Отдавая должное той яркости, с которой Лопатто осветил духовные искания своего виленского окружения, следует все же иметь в виду, что нарисованная им картина — результат взгляда с одной-единственной «колокольни» и потому нуждается в уточнениях. Эти уточнения мы найдем при совмещении свидетельских «показаний», данных Лопатто в 1951 году, с архивными документами, связанными с именем Николая Бахтина. В первом из только что названных источников зафиксировано изначальное нахождение Бахтина-старшего в плену тех самых «разлагающих, упадочных словесников», его зачарованность стихами символистского толка. «Я познакомился с молодым Бахтиным, — добавляет подробностей в свои воспоминания Лопатто, — когда он был погружен в изучение современной русской поэзии, которую он высоко ценил, что было связано с его поисками новой формы: Брюсов, Сологуб, В. Иванов, Кузмин». О том, что это изучение не ограничивалось простым чтением любимых авторов, свидетельствует сохранившееся письмо Николая Бахтина главному редактору журнала «Весы» — основного печатного органа Центрального комитета русских символистов. Письмо это, датированное 1907 годом, представляет собой чрезвычайно любопытный психологический документ. Несмотря на его малый объем и соблюдение требуемых эпистолярным этикетом «уничижительных» норм обращения, перед нами явственно и ощутимо возникает образ гордого и уверенного в себе человека, искренне полагающего, что его поэтическая продукция должна появиться на прилавках книжных магазинов: «М. Г. Господин редактор! Покорнейше прошу Вас поместить в Вашем уважаемом журнале прилагаемые стихотворения. Условия будьте добры назначить сами — согласен на какие угодно. Н. Бахтин. Р. S. Прилагаю марки для ответа. Прошу сообщить о принятии или непринятии стихотворений, и в случае принятия — условии». Еще раз подчеркнем: согласие Бахтина-старшего на «какие угодно» условия — это не сдавленный вопль графомана, готового на всё, лишь бы его стихи увидели свет («Выполню любую вашу прихоть, только опубликуйте!»), а замаскированное проявление заботы о духовном развитии ближних («Я, так и быть, обойдусь пока без гонорара, но допустить, чтобы на сердцах современников не было выжжено тавро моего божественного глагола, нет, на это я пойтить не могу!»).

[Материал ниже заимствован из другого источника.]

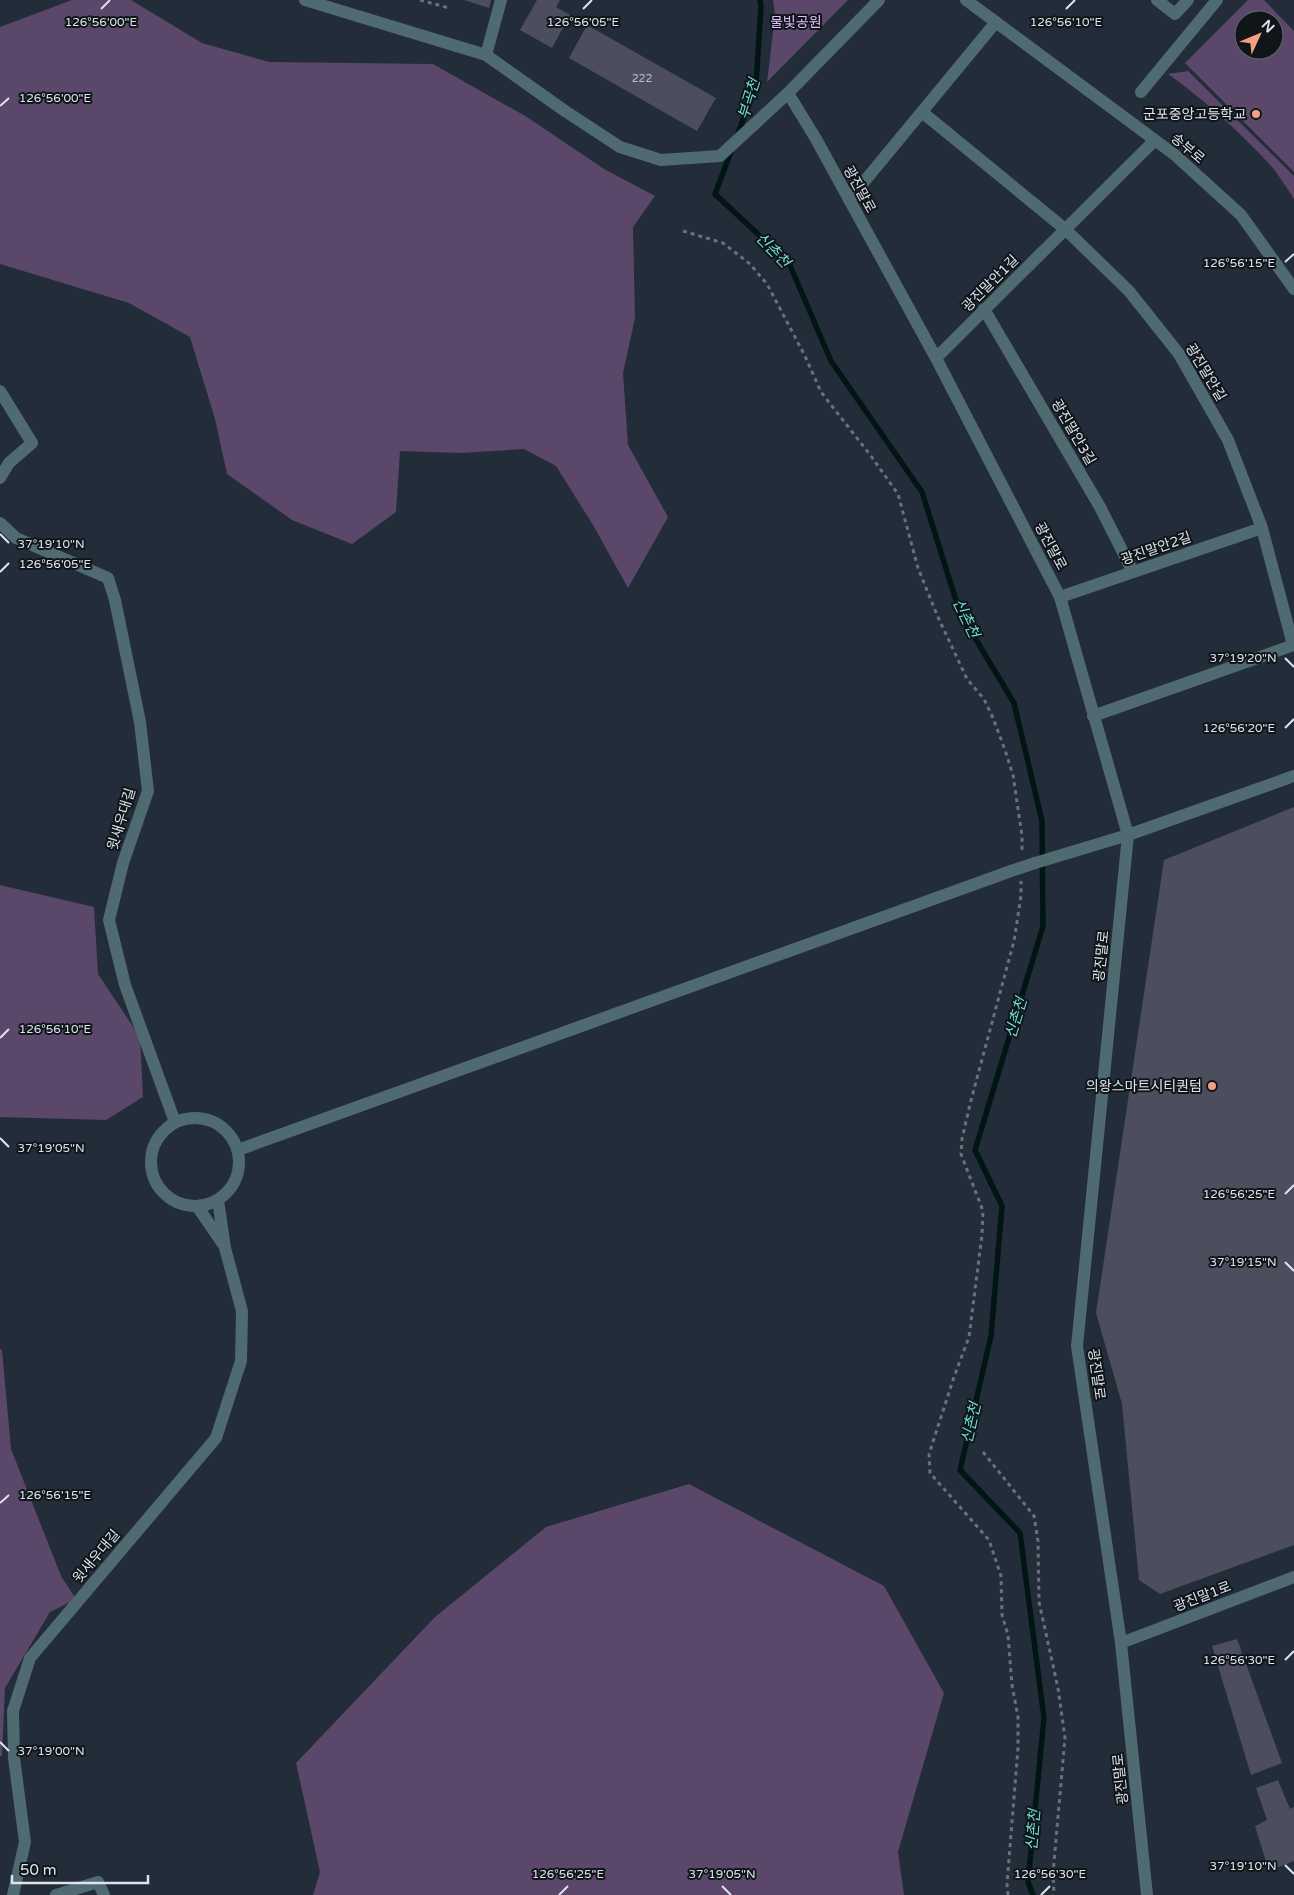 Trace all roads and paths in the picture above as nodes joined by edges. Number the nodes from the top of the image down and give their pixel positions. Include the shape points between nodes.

Бесспорно, желание осчастливить публику небольшой порцией шедевров собственного изготовления испытывали очень многие корреспонденты «Весов», но вряд ли кто-то из них, подобно Николаю Бахтину, намеревался сделать это в 13 лет. Пикантность ситуации, таким образом, заключается в том, что к Валерию Брюсову, бывшему на тот момент реальным руководителем главного пропагандистского издания русских символистов, обратился с предложением сотрудничества даже не младший, а «младенчески-отроческий» символист, в портфолио которого, если разобраться, не было ничего, кроме конспектов произведений заочных наставников. Эти бессознательные конспекты — или рефераты — приняли облик трех внешне самостоятельных стихотворений: «QUASI UNA FANTASIA», «Истина» и еще одного текста, никак автором не названного, но пронумерованного. Воспроизводить все перечисленные опусы большого смысла нет, однако какой-нибудь из них, пожалуй, стоит процитировать целиком, чтобы читатель получил представление о том, на что рассчитывал Николай Бахтин, надеясь проскочить во взрослое шоу «Поэтический Голос», минуя обязательное квалификационное выступление в проекте «Поэтический Голос. Дети». Пусть этим демонстрационным текстом будет «QUASI UNA FANTASIA» («Нечто вроде фантазии»), чье название отсылает к одноименному стихотворению Афанасия Фета:
Лунно. Трепещут святые молитвы; Сердце растаяло в бледных лучах. В лунном потоке, В волне серебристой, Светлой любви Расцветают цветы; Тает во мраке Мгновенный, лучистый, Призрак случайный Вспорхнувшей мечты. Лунно. Трепещут святые молитвы; Сердце растаяло в бледных лучах. Светлые, странные призраков битвы Дымкой клубятся в туманных очах. Стройные хоры Протяжных созвучий Песен мятежных Неясный напев; Слышишь клубится Мгновений летучих, Грез светлокрылых Сияющий рой, от глубокого сна улетев. Душно в оковах неясных, гнетущих сетей Тянутся руки порвать пряжу сребристую мук Сны золотые плетут, извиваются нити Ум мой, умри в золотом саркофаге небес.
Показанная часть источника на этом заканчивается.